2) You said "Slightly off topic but the f/5.6 of Nikon 500mm 5.6E PF is better though". I was saying you can't compare totally different lenses that have completely different purposes. That's like me saying "but the f/4.0 of the Canon EF Telephoto 500mm F/4.0 IS II is better though". If Canon wanted to make a 100-500mm f4-5.6, they could have, but it would have been heavier and more expensive than what they were going for. They may very well make a RF 500mm f5.6. But that is not the purpose of the RF 100-500.
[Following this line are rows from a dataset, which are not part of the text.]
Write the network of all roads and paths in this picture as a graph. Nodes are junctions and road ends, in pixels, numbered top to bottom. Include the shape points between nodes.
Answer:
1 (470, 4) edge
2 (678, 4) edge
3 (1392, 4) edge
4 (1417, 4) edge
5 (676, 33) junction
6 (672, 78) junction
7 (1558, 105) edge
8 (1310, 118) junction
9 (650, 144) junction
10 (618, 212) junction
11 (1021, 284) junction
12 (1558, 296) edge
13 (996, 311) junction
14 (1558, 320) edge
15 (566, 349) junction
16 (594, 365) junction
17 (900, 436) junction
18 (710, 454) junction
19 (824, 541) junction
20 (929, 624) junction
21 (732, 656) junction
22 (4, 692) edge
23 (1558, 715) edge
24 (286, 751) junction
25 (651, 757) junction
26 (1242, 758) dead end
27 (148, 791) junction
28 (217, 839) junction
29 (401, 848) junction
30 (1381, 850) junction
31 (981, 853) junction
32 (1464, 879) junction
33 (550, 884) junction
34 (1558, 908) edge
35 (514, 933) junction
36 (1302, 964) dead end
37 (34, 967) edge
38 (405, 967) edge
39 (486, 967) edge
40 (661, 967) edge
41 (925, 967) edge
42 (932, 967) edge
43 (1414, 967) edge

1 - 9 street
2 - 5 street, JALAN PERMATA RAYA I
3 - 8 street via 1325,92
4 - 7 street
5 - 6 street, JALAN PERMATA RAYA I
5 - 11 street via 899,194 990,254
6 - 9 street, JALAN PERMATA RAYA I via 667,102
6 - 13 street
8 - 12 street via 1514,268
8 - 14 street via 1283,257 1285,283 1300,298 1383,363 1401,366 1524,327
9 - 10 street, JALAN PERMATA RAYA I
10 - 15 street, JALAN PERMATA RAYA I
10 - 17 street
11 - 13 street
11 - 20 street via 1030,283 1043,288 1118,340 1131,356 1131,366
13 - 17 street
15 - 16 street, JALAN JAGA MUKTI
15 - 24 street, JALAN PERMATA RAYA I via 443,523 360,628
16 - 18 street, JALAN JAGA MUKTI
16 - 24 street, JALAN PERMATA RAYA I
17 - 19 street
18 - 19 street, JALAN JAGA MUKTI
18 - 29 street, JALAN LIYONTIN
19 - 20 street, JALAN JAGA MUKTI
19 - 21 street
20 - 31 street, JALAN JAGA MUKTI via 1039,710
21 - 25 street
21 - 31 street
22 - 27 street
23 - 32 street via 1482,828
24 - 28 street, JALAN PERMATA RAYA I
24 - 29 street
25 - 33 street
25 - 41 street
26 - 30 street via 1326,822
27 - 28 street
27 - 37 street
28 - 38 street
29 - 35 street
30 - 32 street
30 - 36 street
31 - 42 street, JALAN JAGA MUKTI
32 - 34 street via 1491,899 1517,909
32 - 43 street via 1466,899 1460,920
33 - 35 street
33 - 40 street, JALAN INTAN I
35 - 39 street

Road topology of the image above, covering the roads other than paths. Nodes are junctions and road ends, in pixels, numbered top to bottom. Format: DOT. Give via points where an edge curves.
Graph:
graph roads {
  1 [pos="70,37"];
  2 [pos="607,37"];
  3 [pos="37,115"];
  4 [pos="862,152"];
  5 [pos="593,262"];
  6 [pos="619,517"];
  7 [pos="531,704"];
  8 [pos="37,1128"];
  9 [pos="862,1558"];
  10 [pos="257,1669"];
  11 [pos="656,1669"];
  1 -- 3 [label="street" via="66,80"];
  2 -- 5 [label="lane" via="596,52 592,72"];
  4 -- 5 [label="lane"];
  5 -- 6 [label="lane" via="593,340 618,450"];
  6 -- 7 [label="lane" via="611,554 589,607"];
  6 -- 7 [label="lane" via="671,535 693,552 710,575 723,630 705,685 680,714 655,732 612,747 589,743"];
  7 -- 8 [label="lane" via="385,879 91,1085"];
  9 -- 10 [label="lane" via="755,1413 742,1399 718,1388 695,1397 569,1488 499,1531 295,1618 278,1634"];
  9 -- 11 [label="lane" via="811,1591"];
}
I was putting emphasis on friendliness! It seems you were written in this forum mainly to argue with people (judging by the other thread you yourself mentioned). Every person has different criteria for their needs in wildlife and birding photography just like any other kind of photography. With this in mind I do not need to have your permission to comment on this thread. And don't put words in my mouth. Once more - since you do not seem to have read that - I myself mentioned the 100-499 range advantage of Canon's RF lens).

EDIT: And another member in this forum mentioned D5 and yet another SONY 200-600. Should they get your permission too?